Deuils / Eduardo Halfon. - Quai Voltaire, 2018

« Le lac n’était plus le lac bleu sombre de mon enfance, ni le lac idyllique de mon souvenir, mais plutôt une épaisse soupe de pois. » p. 72
Hormis le côté exotique de ses deux grands-pères juifs, l’un libanais, l’autre polonais et rescapé des camps de concentration, et l’installation de la famille au Guatemala, rien de bien extraordinaire dans les souvenirs évoqués par le narrateur. Au moment où la situation politique du pays se détériorait, en 1981, celui-ci a quitté le pays à peine âgé de dix ans pour suivre ses parents aux États-Unis. Revenu sur les lieux de son enfance, il se remémore le passé, le sien, celui de ses grands-parents… Surtout, il se souvient de façon obsessionnelle de l’histoire de son oncle Salomon, le frère de son père, dont il ne reste qu’une vieille photo enfant dans la neige.
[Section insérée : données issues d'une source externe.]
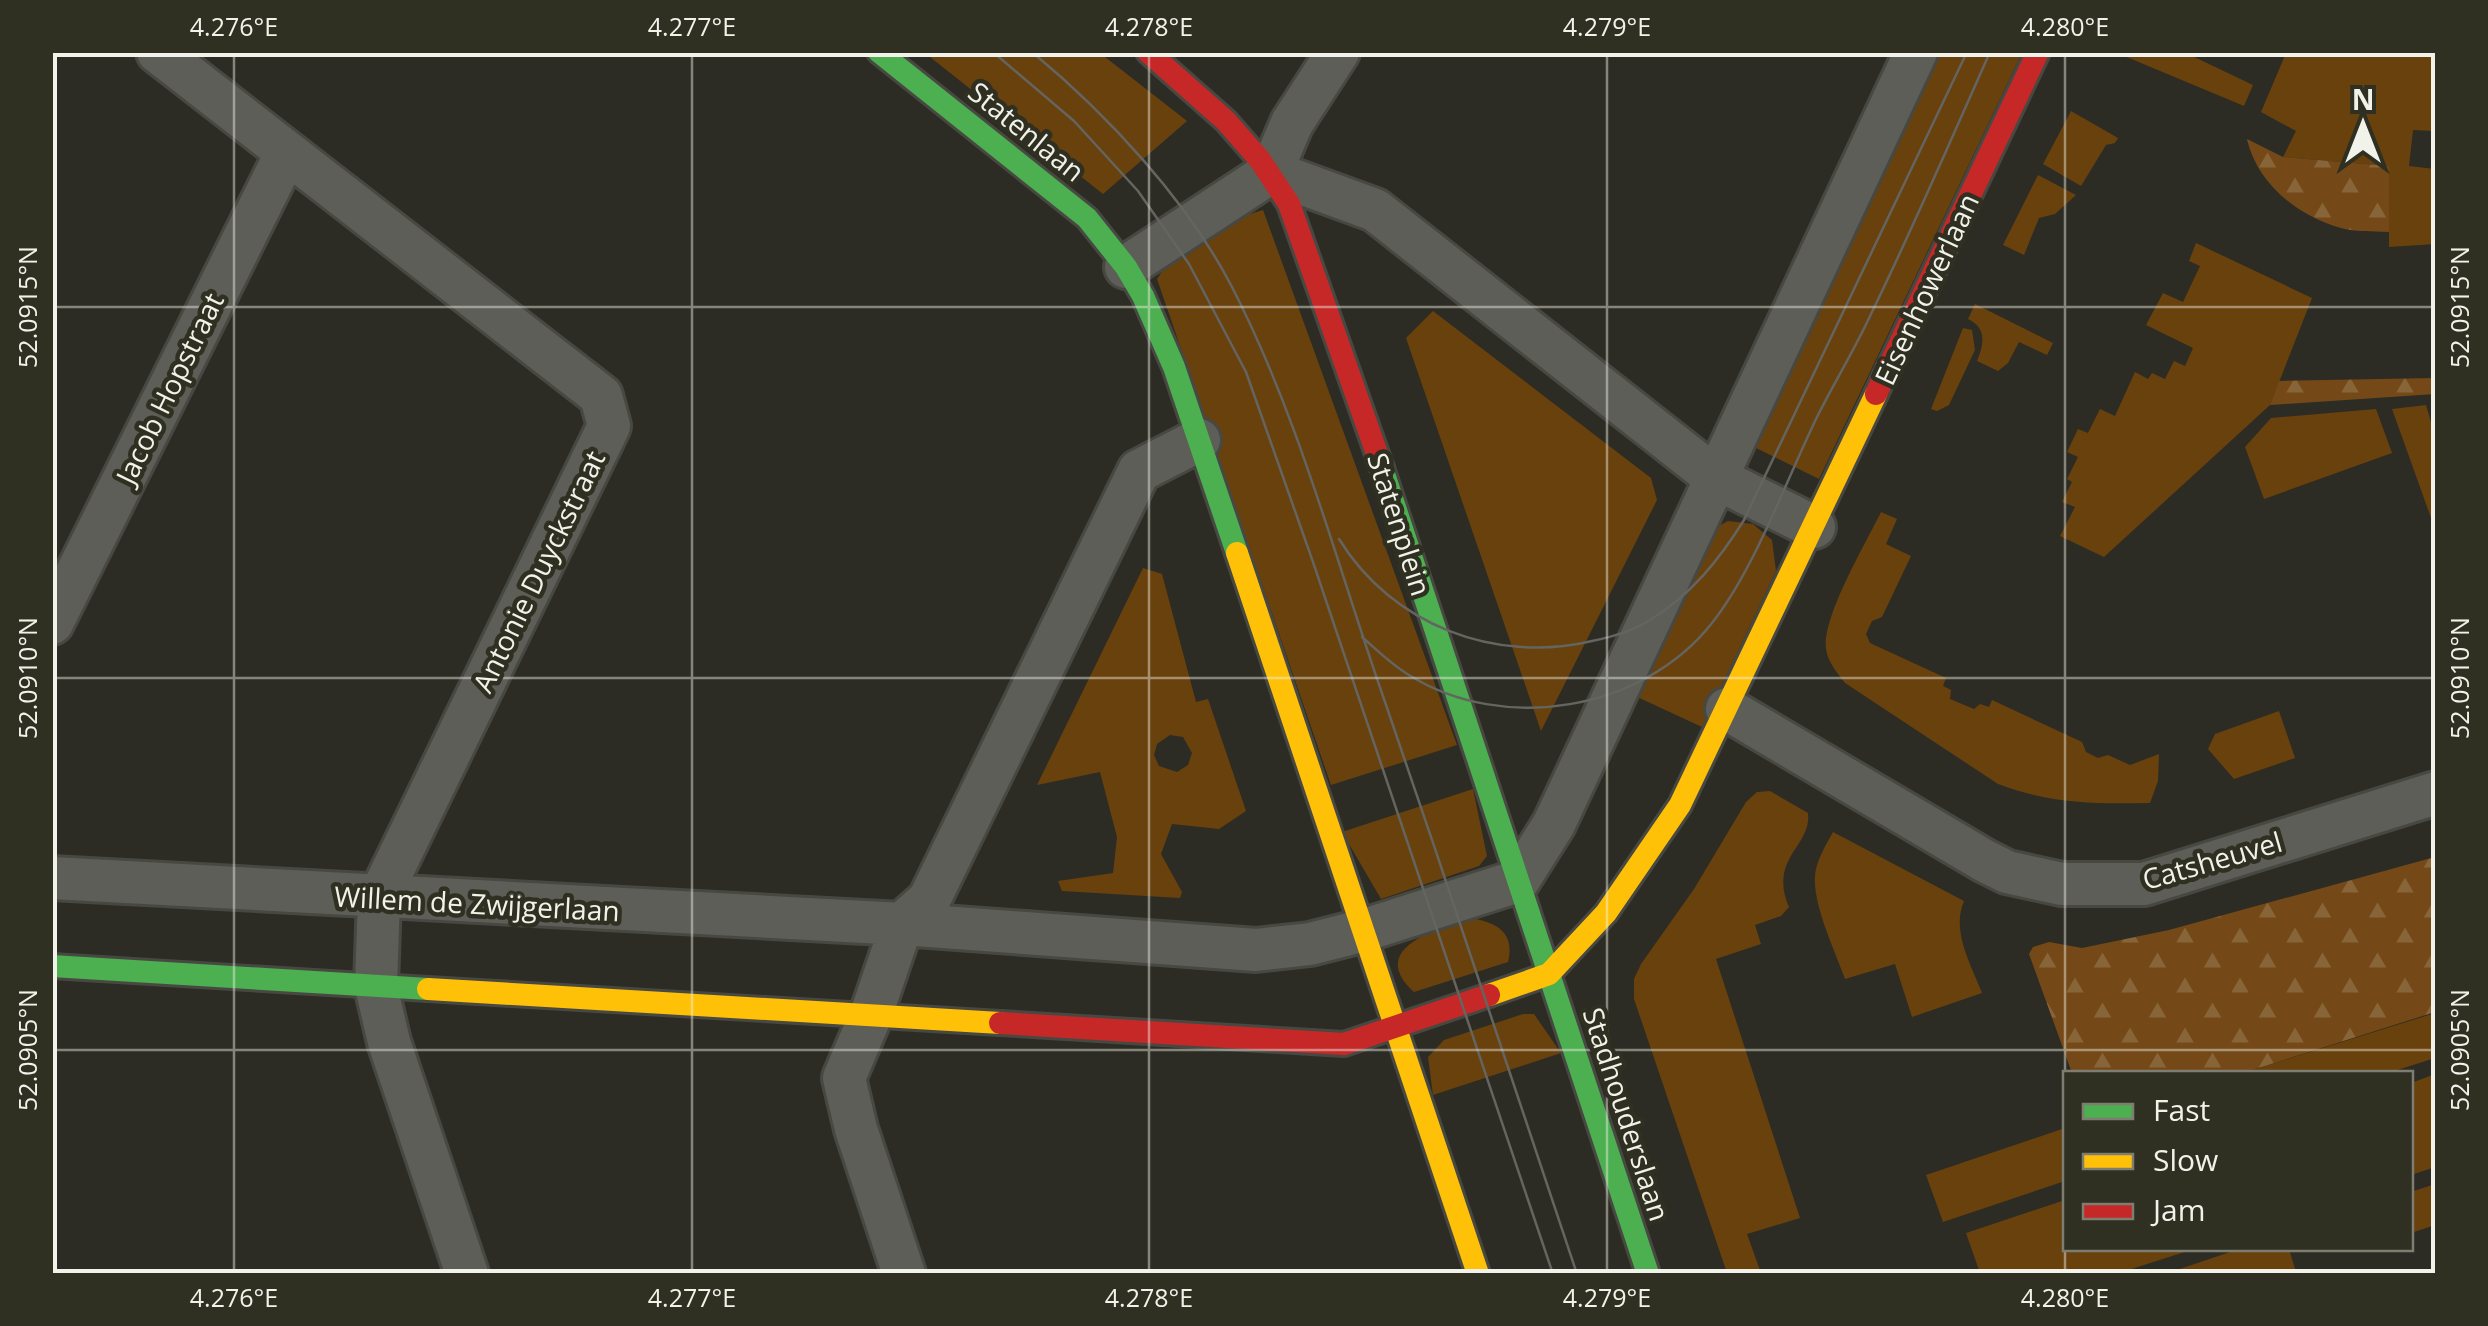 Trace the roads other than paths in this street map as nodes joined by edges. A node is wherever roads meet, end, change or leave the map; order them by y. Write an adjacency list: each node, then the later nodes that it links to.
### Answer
1 (158, 52): 7 (street, Antonie Duyckstraat)
2 (879, 52): 9 (street, Statenlaan)
3 (1148, 52): 8 (street)
4 (1338, 52): 8 (street)
5 (1916, 52): 11 (street)
6 (2038, 52): 12 (street, Eisenhowerlaan)
7 (286, 154): 13 (street, Jacob Hopstraat); 18 (street, Antonie Duyckstraat)
8 (1271, 172): 9 (street); 11 (street); 17 (street, Statenplein)
9 (1126, 268): 10 (street)
10 (1199, 440): 19 (street); 20 (street)
11 (1716, 478): 12 (street); 17 (street)
12 (1814, 527): 14 (street)
13 (52, 623)
14 (1727, 709): 15 (street, Catsheuvel); 22 (street)
15 (2436, 792)
16 (52, 878): 18 (street, Willem de Zwijgerlaan)
17 (1518, 880): 20 (street); 22 (street, Statenplein)
18 (379, 898): 19 (street, Willem de Zwijgerlaan); 23 (street, Antonie Duyckstraat)
19 (902, 924): 20 (street); 24 (street)
20 (1364, 930): 25 (street)
21 (52, 966): 23 (street)
22 (1549, 974): 25 (street); 29 (street, Stadhouderslaan)
23 (376, 986): 24 (street); 26 (street, Antonie Duyckstraat)
24 (871, 1015): 25 (street); 27 (street)
25 (1396, 1025): 28 (street)
26 (468, 1274)
27 (904, 1274)
28 (1478, 1274)
29 (1648, 1274)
Il s’interroge sans cesse sur la mort à cinq ans de cet oncle qu’il a toujours cru noyé en 1940 dans le Lac d’Amatitlan, proche de chez eux. Une version qui ne paraît pas cadrer avec la réalité mais y a-t-il une seule réalité tant le mystère et le silence sont grands autour de cette mort. Alors il s’accroche à sa vision fantasmée qui révèle quelque chose d’une souffrance intérieure et de ses propres rapports à son frère et à son enfance. L’écriture concise est en apparence simple mais diablement efficace.